»»

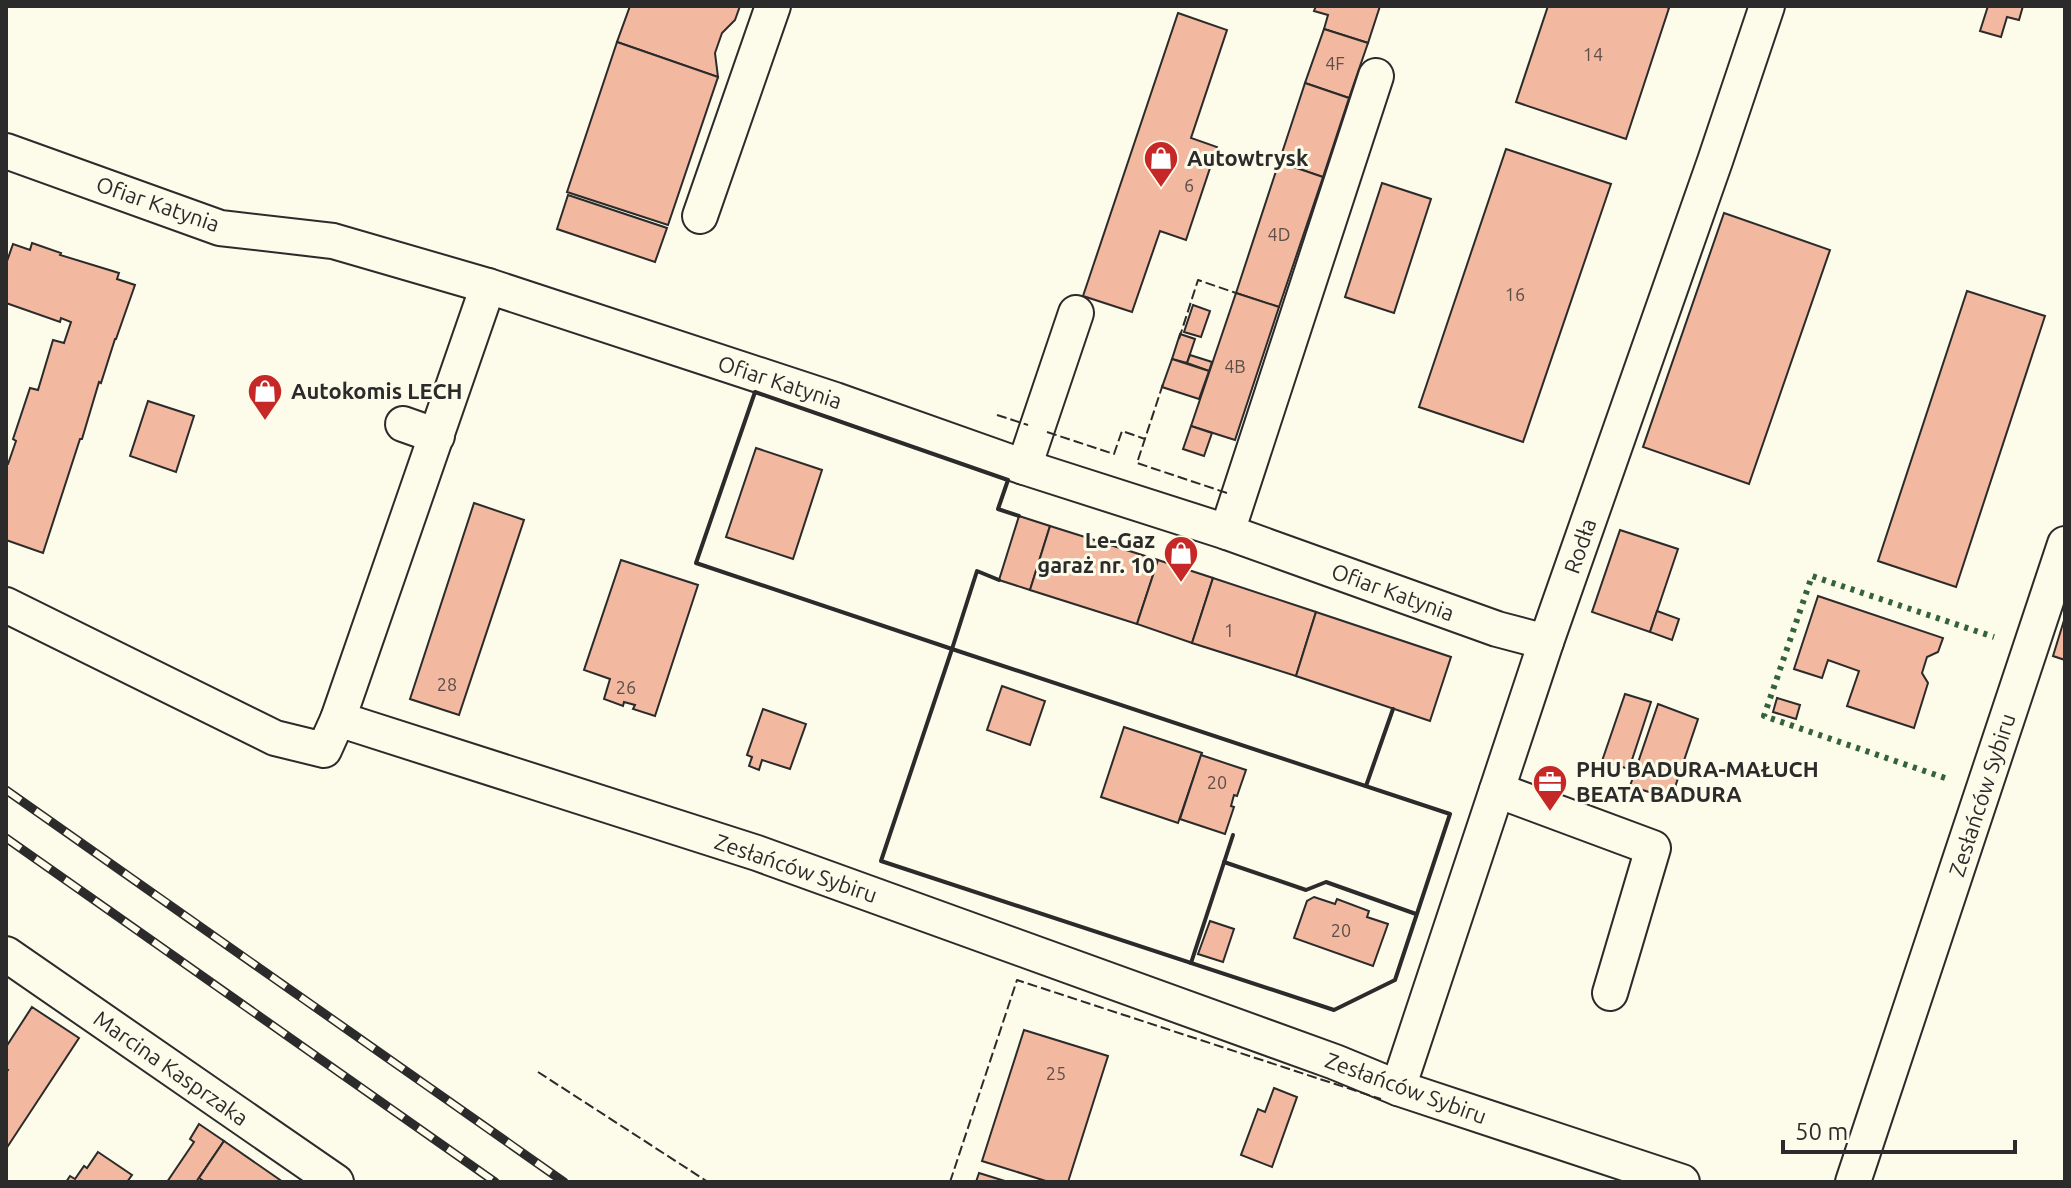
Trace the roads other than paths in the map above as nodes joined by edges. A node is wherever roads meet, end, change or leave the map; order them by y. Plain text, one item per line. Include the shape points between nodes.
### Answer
1 (773, 6) edge
2 (1767, 6) edge
3 (1376, 76) dead end
4 (6, 151) edge
5 (700, 216) dead end
6 (488, 286) junction
7 (1076, 313) dead end
8 (403, 424) dead end
9 (437, 436) junction
10 (1024, 467) junction
11 (1227, 532) junction
12 (2065, 544) edge
13 (6, 605) edge
14 (1546, 642) junction
15 (338, 719) junction
16 (1497, 790) junction
17 (6, 954) edge
18 (1610, 993) dead end
19 (1398, 1088) junction
20 (336, 1182) edge
21 (1682, 1182) edge
22 (1853, 1182) edge

1 - 5 street
2 - 14 street, Rodła
3 - 11 street
4 - 6 street, Ofiar Katynia via 220,228 333,241
6 - 9 street
6 - 10 street, Ofiar Katynia
7 - 10 street
8 - 9 street
9 - 15 street
10 - 11 street, Ofiar Katynia
11 - 14 street, Ofiar Katynia
12 - 22 street, Zesłańców Sybiru
13 - 15 street via 275,738 324,750
14 - 16 street, Rodła
15 - 19 street, Zesłańców Sybiru via 757,853
16 - 18 street via 1653,848
16 - 19 street, Rodła
17 - 20 street, Marcina Kasprzaka
19 - 21 street, Zesłańców Sybiru

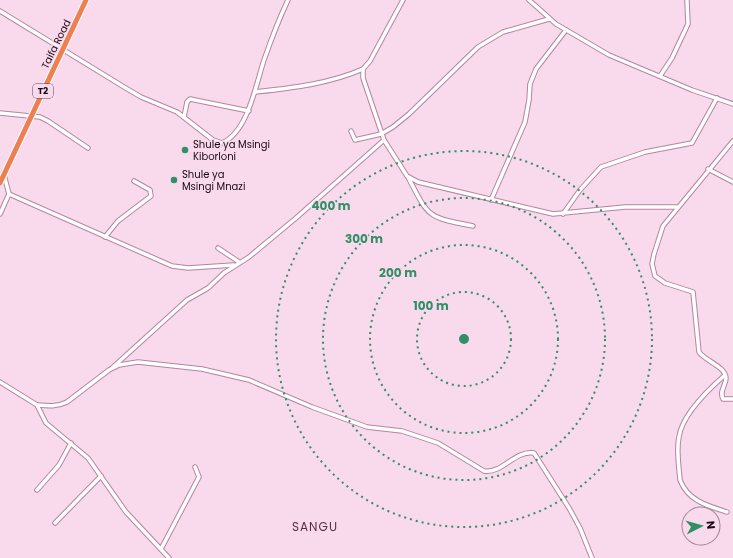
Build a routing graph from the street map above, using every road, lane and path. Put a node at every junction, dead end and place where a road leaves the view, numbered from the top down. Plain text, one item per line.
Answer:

««

| Task description |
Pictures are not part of the copy; transcribe the rest of the data verbatim.

| Task result |
Trace the roads other than paths in the map above as nodes joined by edges. A node is wherever roads meet, end, change or leave the map; order them by y. Plain text, one item per line. Include the shape points between nodes.
### Answer
1 (773, 6) edge
2 (1767, 6) edge
3 (1376, 76) dead end
4 (6, 151) edge
5 (700, 216) dead end
6 (488, 286) junction
7 (1076, 313) dead end
8 (403, 424) dead end
9 (437, 436) junction
10 (1024, 467) junction
11 (1227, 532) junction
12 (2065, 544) edge
13 (6, 605) edge
14 (1546, 642) junction
15 (338, 719) junction
16 (1497, 790) junction
17 (6, 954) edge
18 (1610, 993) dead end
19 (1398, 1088) junction
20 (336, 1182) edge
21 (1682, 1182) edge
22 (1853, 1182) edge

1 - 5 street
2 - 14 street, Rodła
3 - 11 street
4 - 6 street, Ofiar Katynia via 220,228 333,241
6 - 9 street
6 - 10 street, Ofiar Katynia
7 - 10 street
8 - 9 street
9 - 15 street
10 - 11 street, Ofiar Katynia
11 - 14 street, Ofiar Katynia
12 - 22 street, Zesłańców Sybiru
13 - 15 street via 275,738 324,750
14 - 16 street, Rodła
15 - 19 street, Zesłańców Sybiru via 757,853
16 - 18 street via 1653,848
16 - 19 street, Rodła
17 - 20 street, Marcina Kasprzaka
19 - 21 street, Zesłańców Sybiru

Build a routing graph from the street map above, using every road, lane and path. Put a node at every junction, dead end and place where a road leaves the view, numbered from the top down. Plain text, one item per line.
Answer:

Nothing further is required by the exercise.